I read a little bit back that Scola is supposed to be one of the guys who's coming over to the NBA for next season. That true? If so, the Spurs look to have another hidden little gem.


----------



## AMR (Oct 5, 2003)

> Originally posted by <b>MJG</b>!
> I read a little bit back that Scola is supposed to be one of the guys who's coming over to the NBA for next season. That true? If so, the Spurs look to have another hidden little gem.


He will be useful in the NBA, before he was too unidimensional, the only thing he did was scoring but his rebounding and defense had to improve, now he's improved those things and he's one of the best big men in Europe, and the most regular of the Tau stars, not like Nocioni or Macijauskas that sometimes have bad games.

He'll be great coming from the bench for the Spurs.


----------



## ballstorm (Nov 30, 2003)

I did not have the occasion to see Scola many times this year , could you describe his offensive game? It looks like he used to play near the basket , despite his relatively short height (6'8) . He is a smart player , and powerful too , but in what extent is he able to hit a shoot from oustide of the paint? In the NBA , he will have to face lots of bigger PF and I'm wondering wether his post move (including this little baby hook) will be efficient. He is kind of static too , lateral quickness seems to be a concern. That does not mean that he can't play , though. I think that he is smart enough to face the transition.


----------



## Sabonis! (Jan 29, 2009)

Splitter is now ready for the NBA too.


----------



## R-Star (Jun 13, 2002)

Tiago Splitter sucks. I've been hearing about him since 2004, he will amount to nothing.


----------



## Sabonis! (Jan 29, 2009)

R-Star said:


> Tiago Splitter sucks. I've been hearing about him since 2004, he will amount to nothing.

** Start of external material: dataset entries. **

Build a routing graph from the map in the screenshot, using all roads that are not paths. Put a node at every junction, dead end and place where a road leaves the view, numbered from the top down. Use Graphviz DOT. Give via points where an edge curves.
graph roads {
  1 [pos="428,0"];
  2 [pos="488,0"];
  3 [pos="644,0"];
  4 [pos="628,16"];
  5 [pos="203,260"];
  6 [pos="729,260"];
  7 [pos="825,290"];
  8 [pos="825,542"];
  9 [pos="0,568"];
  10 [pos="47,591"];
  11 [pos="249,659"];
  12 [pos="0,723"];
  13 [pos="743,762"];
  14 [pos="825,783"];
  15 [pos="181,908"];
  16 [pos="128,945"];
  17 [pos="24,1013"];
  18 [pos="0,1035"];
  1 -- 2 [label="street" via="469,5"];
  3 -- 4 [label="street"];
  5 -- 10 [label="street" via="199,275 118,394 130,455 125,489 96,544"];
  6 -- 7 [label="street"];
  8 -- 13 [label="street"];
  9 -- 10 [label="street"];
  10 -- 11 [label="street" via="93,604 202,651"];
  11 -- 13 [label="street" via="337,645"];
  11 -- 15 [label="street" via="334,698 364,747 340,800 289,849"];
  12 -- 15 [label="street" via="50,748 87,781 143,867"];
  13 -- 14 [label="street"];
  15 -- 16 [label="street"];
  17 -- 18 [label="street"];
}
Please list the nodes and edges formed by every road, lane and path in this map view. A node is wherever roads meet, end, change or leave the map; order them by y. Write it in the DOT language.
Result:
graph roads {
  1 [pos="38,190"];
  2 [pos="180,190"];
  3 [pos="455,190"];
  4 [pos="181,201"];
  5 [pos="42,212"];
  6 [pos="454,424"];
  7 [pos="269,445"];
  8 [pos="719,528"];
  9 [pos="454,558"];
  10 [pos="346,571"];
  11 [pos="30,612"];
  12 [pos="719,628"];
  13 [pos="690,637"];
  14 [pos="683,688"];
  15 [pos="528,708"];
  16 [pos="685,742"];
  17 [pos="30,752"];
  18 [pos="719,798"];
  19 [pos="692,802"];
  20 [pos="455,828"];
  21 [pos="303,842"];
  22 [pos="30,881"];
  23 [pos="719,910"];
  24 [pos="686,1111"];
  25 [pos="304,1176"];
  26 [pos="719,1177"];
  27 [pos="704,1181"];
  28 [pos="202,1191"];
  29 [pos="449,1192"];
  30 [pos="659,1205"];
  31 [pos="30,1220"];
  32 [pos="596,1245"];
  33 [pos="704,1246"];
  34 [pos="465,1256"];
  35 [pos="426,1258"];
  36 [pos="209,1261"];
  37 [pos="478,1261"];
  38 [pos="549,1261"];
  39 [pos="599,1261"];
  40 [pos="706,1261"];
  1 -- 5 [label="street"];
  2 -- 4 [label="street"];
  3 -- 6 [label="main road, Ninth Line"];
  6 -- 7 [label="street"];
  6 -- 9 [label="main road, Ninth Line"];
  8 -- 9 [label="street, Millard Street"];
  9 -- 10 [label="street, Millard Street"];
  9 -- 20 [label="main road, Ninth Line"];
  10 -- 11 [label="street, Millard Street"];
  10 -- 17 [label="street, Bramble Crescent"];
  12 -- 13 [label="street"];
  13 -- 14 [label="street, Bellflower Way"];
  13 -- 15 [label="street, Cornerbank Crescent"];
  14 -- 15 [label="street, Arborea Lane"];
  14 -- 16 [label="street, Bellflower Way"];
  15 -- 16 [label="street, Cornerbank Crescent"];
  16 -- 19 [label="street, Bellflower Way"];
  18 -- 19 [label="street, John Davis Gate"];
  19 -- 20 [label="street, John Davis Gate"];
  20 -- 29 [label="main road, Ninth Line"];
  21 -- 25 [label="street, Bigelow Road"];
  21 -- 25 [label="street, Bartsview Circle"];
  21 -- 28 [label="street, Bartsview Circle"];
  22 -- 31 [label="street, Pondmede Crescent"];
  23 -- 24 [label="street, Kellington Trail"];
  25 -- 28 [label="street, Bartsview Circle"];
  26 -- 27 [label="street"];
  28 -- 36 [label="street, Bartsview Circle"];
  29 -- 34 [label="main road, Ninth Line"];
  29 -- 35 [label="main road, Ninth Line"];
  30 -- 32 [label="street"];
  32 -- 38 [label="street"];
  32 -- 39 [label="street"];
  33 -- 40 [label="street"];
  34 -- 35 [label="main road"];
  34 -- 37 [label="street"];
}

If you've been hearing about him since 2004, when he was 19 it means he is talented.

Also if you actually saw him play recently and not only hear about him you would reconsider. If an NBA club get him they can expect a payer who will offer almost as much as Scola does.


----------



## Cris (Jun 18, 2003)

He was in and out of the draft for years and slid from high lottery pick status to the low first round by the time he actually came out. 

According to Wikipedia... 
"Splitter would then sign an extension with Tau Ceramica that would keep him in the Spanish League through 2012"


----------



## Sabonis! (Jan 29, 2009)

Yes. And your point is? If he signed a contract in Europe till 2012 he is not good enough for the NBA?


----------



## Cris (Jun 18, 2003)

What? 

If he signed an extension through 2012, chances are he isn't coming over here.


----------



## Diable (Apr 26, 2005)

If he signed an extension that means nothing without knowing what the buyout is.However Splitter has been one of the higher paid players in the ACB which means his buyout would likely be quite substantial.The Spurs couldn't contribute more than 750K I think.If the buyout is a lot more than that he's not going to come over unless they have a way to pay him something like 8 million so it would be worth it for him.


Based on what I've seen Splitter is going to be a decent,but not great nba player.He could definitely help the Spurs,but he is well compensated in spain.It's pretty much what he's worth over here after the exchange rate.


----------